Maybe you are right - in the Elliot Carter thread most of the pro Carter people recommended maybe 1 or 2 works, or three to newcomers. It is no easy feat to limit that to so few with the classical masters.


----------



## Chronochromie (May 17, 2014)

stomanek said:


> Maybe you are right - in the Elliot Carter thread most of the pro Carter people recommended maybe 1 or 2 works, or three to newcomers. It is no easy feat to limit that to so few with the classical masters.


Or maybe they just recommended the more accessible works?


----------



## Kivimees (Feb 16, 2013)

Sonata said:


> Crowded in the 20th century? I almost feel the opposite, that there is SO much earlier music considering the great bulk's composed by the big names Bach, Mozart, Haydn, Beethoven. that it takes a long time to get to the "lesser names". and while there are big names in the 20th century, none quite as big or quite as prolific, that it's easier to cover a greater number of these later guys


Perhaps poor wording on my part.
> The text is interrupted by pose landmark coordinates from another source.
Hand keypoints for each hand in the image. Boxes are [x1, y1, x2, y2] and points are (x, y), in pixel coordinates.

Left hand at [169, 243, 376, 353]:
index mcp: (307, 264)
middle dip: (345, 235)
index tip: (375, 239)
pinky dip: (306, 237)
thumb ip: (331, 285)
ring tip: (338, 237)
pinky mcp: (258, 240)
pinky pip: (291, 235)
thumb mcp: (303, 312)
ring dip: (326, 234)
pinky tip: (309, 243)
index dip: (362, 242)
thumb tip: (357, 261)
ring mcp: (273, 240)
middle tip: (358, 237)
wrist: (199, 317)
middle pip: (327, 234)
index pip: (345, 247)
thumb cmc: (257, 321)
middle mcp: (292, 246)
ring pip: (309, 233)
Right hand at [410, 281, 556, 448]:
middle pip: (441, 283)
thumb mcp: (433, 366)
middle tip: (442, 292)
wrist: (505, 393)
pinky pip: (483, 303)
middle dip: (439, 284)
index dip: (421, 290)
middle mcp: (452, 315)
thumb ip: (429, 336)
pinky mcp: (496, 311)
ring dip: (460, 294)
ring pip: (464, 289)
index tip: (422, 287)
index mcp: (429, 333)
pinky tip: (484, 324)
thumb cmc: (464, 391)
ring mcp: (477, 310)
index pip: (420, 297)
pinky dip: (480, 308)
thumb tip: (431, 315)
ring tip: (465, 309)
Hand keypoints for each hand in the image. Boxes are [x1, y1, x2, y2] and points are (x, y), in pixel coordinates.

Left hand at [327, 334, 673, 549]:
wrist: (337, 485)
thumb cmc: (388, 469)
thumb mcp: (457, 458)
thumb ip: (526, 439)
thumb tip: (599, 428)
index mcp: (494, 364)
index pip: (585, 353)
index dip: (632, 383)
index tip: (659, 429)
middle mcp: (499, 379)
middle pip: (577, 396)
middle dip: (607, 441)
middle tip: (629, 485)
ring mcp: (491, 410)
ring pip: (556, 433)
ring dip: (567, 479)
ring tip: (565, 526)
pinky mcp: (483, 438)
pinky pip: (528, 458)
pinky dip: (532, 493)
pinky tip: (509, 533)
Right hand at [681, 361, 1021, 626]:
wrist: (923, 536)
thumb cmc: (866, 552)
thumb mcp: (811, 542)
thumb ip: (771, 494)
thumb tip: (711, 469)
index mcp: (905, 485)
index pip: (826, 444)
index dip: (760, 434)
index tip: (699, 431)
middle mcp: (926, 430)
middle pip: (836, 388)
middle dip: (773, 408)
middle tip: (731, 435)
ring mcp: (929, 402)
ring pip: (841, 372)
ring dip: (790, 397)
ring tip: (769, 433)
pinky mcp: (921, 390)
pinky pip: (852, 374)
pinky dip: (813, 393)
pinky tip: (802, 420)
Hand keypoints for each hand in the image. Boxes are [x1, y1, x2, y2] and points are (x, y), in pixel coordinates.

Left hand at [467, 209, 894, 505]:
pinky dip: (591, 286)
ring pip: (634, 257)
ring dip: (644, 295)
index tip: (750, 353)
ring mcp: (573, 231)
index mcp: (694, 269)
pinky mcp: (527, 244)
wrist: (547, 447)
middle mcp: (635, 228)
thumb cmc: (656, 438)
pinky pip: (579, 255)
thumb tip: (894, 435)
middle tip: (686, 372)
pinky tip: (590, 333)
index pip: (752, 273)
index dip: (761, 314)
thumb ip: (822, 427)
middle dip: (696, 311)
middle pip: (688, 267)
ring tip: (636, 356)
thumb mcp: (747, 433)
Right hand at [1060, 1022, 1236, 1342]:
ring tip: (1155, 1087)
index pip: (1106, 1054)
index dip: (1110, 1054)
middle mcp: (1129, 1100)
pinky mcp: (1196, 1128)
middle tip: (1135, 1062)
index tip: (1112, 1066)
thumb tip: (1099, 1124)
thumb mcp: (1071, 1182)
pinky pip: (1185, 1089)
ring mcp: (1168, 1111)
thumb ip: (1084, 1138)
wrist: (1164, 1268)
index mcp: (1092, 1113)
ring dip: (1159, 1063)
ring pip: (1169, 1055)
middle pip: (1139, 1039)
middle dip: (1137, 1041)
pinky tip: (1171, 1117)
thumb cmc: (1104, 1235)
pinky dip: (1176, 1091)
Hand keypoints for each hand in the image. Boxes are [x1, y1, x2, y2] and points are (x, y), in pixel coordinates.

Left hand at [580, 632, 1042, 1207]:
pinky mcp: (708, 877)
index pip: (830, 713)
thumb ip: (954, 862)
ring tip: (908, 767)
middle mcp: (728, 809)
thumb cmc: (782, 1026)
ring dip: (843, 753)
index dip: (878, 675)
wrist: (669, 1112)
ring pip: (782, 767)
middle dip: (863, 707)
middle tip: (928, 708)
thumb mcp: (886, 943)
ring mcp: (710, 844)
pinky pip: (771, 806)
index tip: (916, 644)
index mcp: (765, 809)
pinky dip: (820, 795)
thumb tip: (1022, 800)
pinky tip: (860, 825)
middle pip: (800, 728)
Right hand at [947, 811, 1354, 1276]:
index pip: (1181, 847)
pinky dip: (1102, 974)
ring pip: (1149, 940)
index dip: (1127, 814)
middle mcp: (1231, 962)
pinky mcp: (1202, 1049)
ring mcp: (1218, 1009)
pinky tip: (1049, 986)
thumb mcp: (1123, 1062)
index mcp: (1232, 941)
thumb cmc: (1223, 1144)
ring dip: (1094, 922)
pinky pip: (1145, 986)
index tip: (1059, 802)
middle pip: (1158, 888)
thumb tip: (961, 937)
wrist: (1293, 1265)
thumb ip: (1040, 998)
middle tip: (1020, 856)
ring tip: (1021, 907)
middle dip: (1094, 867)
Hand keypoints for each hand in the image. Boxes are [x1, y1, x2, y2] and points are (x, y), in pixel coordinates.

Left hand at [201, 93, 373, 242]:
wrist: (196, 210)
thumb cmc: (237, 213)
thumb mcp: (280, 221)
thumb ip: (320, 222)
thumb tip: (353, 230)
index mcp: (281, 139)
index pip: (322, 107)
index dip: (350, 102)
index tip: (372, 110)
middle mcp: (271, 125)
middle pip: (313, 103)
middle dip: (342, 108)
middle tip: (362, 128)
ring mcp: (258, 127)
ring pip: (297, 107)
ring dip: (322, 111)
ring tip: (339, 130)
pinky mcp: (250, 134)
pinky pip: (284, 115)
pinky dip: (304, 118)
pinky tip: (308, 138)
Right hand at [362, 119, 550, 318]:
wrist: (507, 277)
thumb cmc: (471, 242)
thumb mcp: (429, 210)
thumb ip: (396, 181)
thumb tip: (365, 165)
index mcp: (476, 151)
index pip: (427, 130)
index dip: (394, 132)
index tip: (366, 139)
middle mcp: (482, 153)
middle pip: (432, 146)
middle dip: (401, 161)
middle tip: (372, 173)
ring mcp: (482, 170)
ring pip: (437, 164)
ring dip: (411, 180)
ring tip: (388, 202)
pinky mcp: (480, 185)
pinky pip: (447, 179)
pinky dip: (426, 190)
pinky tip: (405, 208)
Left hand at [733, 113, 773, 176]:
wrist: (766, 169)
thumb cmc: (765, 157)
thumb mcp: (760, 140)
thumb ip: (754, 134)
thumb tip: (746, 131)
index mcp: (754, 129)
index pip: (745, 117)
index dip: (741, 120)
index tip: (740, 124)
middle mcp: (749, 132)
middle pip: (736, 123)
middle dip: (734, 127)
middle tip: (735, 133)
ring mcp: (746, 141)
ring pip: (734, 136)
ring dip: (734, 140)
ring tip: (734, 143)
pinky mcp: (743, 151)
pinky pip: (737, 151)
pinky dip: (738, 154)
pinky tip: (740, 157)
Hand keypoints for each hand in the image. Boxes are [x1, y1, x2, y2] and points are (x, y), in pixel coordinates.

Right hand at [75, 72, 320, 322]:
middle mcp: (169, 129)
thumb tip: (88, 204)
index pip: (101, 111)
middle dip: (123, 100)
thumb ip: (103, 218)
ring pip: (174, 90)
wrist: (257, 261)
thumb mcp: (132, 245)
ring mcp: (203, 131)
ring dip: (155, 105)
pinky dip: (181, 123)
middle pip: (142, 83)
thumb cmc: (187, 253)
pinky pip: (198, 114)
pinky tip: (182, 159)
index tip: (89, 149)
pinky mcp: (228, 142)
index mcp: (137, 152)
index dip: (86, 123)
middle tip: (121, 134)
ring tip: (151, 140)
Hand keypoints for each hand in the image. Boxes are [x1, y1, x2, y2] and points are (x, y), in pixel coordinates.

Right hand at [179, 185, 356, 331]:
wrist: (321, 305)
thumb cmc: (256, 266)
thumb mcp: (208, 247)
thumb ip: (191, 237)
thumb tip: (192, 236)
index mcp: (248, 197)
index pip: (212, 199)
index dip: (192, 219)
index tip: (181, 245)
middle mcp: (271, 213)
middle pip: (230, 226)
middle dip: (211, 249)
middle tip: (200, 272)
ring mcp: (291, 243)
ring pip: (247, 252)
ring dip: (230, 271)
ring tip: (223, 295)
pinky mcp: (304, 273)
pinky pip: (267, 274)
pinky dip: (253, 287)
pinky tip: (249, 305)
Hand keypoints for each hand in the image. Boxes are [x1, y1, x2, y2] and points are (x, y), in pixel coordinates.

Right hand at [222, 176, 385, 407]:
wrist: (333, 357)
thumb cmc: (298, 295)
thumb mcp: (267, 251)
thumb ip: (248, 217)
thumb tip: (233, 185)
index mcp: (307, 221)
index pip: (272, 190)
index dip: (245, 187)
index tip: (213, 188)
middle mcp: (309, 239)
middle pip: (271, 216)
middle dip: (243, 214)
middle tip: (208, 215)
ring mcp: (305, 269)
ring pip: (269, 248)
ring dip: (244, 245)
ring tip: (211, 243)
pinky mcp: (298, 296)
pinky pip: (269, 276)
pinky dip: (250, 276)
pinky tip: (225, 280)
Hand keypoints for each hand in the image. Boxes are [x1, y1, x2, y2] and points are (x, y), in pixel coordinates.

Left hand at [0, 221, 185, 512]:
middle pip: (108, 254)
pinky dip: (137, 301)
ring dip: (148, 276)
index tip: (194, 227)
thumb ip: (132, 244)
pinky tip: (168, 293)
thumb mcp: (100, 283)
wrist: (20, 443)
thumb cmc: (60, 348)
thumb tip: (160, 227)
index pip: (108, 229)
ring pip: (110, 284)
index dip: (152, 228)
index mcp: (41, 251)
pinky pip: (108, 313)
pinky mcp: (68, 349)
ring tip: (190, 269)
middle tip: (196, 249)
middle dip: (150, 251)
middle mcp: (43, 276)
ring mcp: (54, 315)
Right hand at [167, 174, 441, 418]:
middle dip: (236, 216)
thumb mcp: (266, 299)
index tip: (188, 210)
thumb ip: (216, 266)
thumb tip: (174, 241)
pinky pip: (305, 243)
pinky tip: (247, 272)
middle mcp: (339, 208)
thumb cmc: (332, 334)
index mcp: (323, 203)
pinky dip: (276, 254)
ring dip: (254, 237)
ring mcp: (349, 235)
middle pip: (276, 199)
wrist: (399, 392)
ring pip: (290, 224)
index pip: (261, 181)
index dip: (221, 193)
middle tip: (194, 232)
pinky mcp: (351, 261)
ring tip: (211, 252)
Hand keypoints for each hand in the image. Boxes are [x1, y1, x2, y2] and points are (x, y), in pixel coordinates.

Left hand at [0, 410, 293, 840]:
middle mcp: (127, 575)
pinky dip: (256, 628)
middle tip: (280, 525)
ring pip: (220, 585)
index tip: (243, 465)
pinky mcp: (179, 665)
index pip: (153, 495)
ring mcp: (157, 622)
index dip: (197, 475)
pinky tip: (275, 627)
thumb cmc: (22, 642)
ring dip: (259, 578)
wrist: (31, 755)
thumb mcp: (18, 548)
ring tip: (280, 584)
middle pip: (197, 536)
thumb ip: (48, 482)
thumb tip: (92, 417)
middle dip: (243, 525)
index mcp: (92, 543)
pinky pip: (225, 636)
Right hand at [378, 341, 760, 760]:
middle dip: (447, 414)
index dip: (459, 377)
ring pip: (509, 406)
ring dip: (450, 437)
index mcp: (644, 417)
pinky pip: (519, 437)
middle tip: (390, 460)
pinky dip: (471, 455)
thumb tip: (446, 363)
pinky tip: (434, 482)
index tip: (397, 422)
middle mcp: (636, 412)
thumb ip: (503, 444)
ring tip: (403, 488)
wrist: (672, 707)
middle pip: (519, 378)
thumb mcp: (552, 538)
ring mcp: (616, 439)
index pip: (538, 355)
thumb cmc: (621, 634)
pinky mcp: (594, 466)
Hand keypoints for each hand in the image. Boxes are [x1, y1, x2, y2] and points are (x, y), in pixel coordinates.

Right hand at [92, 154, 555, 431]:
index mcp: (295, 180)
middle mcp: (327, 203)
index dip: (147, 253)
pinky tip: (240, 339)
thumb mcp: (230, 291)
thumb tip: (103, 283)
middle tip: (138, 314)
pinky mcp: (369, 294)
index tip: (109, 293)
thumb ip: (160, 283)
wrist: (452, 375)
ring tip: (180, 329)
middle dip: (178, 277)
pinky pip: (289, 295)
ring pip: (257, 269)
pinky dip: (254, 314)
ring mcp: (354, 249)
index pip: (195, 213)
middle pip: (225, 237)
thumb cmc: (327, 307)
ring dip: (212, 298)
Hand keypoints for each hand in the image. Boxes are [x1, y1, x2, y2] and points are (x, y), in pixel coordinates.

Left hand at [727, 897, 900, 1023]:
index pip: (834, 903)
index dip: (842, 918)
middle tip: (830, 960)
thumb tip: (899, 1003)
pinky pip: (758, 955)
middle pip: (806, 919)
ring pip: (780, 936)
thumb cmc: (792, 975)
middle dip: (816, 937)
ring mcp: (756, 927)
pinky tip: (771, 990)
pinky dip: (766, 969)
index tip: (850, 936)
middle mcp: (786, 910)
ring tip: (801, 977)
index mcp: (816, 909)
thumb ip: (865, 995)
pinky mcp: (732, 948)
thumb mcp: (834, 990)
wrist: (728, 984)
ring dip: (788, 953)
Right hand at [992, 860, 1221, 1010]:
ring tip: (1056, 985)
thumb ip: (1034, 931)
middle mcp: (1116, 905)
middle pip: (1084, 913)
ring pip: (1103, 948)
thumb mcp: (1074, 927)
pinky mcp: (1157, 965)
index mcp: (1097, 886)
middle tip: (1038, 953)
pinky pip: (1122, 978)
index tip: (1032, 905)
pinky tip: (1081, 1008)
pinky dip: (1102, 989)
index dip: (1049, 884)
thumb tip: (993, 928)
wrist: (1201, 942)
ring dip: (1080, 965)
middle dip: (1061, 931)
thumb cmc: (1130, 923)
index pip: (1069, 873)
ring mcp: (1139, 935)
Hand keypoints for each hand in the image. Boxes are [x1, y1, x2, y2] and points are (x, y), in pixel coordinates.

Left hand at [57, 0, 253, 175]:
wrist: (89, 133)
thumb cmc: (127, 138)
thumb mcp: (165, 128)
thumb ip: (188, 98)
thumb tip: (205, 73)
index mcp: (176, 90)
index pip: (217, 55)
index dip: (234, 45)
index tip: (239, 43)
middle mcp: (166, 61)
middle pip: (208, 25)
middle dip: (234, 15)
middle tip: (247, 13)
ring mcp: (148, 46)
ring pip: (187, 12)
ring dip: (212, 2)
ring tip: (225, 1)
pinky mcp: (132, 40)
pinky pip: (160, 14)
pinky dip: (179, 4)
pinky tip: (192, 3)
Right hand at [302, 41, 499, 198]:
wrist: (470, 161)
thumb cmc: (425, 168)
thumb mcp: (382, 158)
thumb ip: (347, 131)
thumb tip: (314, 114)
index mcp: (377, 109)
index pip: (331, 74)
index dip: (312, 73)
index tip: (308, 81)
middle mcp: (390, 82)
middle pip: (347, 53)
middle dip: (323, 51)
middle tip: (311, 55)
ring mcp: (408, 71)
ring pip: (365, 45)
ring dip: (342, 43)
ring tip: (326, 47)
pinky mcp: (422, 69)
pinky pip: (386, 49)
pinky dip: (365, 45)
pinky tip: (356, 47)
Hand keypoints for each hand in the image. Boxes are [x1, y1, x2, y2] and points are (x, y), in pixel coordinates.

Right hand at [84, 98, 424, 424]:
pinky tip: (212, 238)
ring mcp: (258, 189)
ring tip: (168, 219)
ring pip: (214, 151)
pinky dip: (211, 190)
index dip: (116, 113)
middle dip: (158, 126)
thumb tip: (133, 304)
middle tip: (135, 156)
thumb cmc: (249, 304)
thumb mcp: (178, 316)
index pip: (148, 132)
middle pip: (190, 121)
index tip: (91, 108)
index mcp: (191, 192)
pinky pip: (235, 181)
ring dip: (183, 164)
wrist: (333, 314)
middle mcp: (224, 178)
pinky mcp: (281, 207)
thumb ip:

My meaning was that earlier music is dominated by - as you say - "big names". "Overlooking" one particular work is no big deal, because they have many other works which are not. Later composers, being more abundant and less prolific can more readily have a really impressive work "overlooked". This can affect our impressions of that composer. isorythm's mention of Poulenc's sacred music served as a reminder (to me) not to forget how good a composer Poulenc is.


----------



## Chronochromie (May 17, 2014)

Poulenc is one of my favorite 20th century composers. His operas, concertos, choral music, chamber works, piano works, songs...so many masterpieces.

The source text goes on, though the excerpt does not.